Verify Webhooks Using Dyte's Signature and Webhook ID

You can verify webhooks using Dyte's signature and webhook IDs.

Verify using Dyte's signature​

Dyte verifies the webhook events it sends to your endpoints by including a signature in the dyte-signature header of each event. This allows you to confirm that the event came from Dyte and not a malicious server impersonating Dyte.

Perform the following steps to verify signatures.

Obtain our public key​

Our public key is available at https://api.dyte.io/.well-known/webhooks.json. You can obtain it by making a GET request to this endpoint.

curl -X GET "https://api.dyte.io/.well-known/webhooks.json"

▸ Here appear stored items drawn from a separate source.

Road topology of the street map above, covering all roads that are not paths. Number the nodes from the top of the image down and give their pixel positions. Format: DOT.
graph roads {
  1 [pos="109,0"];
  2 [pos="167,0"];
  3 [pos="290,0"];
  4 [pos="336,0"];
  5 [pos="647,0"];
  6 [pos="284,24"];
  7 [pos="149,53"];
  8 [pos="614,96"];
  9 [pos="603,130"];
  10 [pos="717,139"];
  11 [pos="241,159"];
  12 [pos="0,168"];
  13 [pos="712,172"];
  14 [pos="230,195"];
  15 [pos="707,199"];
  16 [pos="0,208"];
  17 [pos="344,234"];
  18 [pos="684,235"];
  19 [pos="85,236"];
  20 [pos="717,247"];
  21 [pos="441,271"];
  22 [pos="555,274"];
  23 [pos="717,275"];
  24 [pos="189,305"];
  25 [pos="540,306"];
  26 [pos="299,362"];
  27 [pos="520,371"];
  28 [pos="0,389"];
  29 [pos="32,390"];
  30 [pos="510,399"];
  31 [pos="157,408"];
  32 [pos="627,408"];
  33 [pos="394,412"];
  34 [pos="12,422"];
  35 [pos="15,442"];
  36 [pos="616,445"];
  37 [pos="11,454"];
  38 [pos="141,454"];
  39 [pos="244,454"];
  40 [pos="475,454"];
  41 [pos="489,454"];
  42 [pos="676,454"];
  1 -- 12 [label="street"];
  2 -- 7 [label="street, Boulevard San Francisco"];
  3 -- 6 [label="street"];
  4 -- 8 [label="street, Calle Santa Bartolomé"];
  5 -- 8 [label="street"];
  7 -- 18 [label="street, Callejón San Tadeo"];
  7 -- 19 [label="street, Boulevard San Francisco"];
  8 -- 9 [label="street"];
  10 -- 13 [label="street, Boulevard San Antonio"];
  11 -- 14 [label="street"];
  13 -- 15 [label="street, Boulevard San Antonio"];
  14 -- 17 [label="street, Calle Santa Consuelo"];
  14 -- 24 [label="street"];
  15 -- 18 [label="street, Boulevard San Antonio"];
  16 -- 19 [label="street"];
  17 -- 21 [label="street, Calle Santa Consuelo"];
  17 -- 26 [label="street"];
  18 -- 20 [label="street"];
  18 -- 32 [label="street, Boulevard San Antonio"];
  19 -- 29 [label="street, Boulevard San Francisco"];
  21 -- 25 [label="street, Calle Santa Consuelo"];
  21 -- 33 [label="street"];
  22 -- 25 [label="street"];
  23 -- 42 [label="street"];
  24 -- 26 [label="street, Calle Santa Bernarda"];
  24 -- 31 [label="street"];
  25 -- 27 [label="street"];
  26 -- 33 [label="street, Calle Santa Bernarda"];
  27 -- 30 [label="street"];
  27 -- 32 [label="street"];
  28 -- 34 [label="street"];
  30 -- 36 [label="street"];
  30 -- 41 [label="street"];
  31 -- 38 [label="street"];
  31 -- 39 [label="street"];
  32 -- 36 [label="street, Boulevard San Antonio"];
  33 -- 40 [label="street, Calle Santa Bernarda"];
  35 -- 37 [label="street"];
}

Check for the signature header​

Every incoming request will have a custom dyte-signature header. This is the value that you should verify in the next step.

Verify the signature​

The signature is based on the RSA-SHA256 digest of the request payload. You can calculate this on your end and compare it against the one supplied in the header. If the two values are equal, you can safely consider that this request indeed originated from Dyte.

Sample code​

const crypto = require('crypto');

app.post('/webhook', express.json({ type: 'application/json' }), (req, res) => {
const signature = req.headers['dyte-signature'];
const payload = req.body;

const isVerified = crypto.verify(
'RSA-SHA256',
Buffer.from(JSON.stringify(payload)),
dytePublicKey,
Buffer.from(signature, 'base64')
);
// ... do further processing
});

Verify using webhook IDs​

Webhook IDs are used to uniquely identify a specific webhook endpoint or events. When a webhook is created in a system, the system assigns it a unique ID that can be used to manage and track the webhook's activity. This ID is usually a string of characters or a number that is specific to the webhook and cannot be duplicated.

webhook-id

Webhook IDs are commonly utilized for the following purposes:

  • Manage the events: When a webhook is subscribed to a specific event or resource, the webhook ID is used to manage the subscription.

  • Enhanced security: Typically a signature is added to the request header of the webhook. To further add a security check, Dyte adds a webhook ID to the header. As mentioned earlier, this ID is unique to each webhook subscription and can be used to verify that the request corresponds to the correct subscription.

  • Error handling: If there is an issue with a webhook request, such as a failed delivery or invalid payload, the webhook ID can be used to identify which specific webhook endpoint caused the error. This can be useful for troubleshooting and resolving issues with webhook integrations.